**Instructions for the task:** Copy out, from the entries below, each line holding the string "main".

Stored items
--- --- ---
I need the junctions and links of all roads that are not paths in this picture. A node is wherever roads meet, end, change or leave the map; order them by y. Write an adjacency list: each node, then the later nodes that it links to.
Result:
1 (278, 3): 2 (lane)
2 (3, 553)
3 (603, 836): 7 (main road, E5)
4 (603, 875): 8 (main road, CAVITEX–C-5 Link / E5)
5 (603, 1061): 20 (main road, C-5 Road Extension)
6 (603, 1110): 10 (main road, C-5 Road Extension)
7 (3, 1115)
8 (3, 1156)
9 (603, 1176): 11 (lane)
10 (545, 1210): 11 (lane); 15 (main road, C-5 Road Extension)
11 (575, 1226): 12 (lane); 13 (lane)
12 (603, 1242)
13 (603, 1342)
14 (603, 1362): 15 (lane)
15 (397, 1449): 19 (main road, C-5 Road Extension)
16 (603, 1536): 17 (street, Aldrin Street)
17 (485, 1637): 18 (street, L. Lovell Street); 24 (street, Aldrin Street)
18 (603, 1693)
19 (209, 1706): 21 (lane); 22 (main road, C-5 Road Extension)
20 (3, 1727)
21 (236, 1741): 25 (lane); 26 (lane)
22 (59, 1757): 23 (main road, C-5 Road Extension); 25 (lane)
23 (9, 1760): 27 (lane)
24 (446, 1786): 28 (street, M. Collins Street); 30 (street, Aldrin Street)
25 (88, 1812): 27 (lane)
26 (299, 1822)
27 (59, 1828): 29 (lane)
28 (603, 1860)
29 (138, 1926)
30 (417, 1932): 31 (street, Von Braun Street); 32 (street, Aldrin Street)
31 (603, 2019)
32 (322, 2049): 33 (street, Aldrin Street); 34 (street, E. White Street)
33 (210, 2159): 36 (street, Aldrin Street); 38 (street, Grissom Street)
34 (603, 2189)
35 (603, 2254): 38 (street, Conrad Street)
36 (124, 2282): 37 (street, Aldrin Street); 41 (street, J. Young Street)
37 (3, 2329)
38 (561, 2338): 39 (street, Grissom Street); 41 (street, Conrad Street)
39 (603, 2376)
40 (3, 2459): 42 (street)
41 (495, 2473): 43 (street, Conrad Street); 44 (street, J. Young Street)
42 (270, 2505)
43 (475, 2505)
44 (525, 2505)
--- --- ---
**Written response:**
3 (603, 836): 7 (main road, E5)
4 (603, 875): 8 (main road, CAVITEX–C-5 Link / E5)
5 (603, 1061): 20 (main road, C-5 Road Extension)
6 (603, 1110): 10 (main road, C-5 Road Extension)
10 (545, 1210): 11 (lane); 15 (main road, C-5 Road Extension)
15 (397, 1449): 19 (main road, C-5 Road Extension)
19 (209, 1706): 21 (lane); 22 (main road, C-5 Road Extension)
22 (59, 1757): 23 (main road, C-5 Road Extension); 25 (lane)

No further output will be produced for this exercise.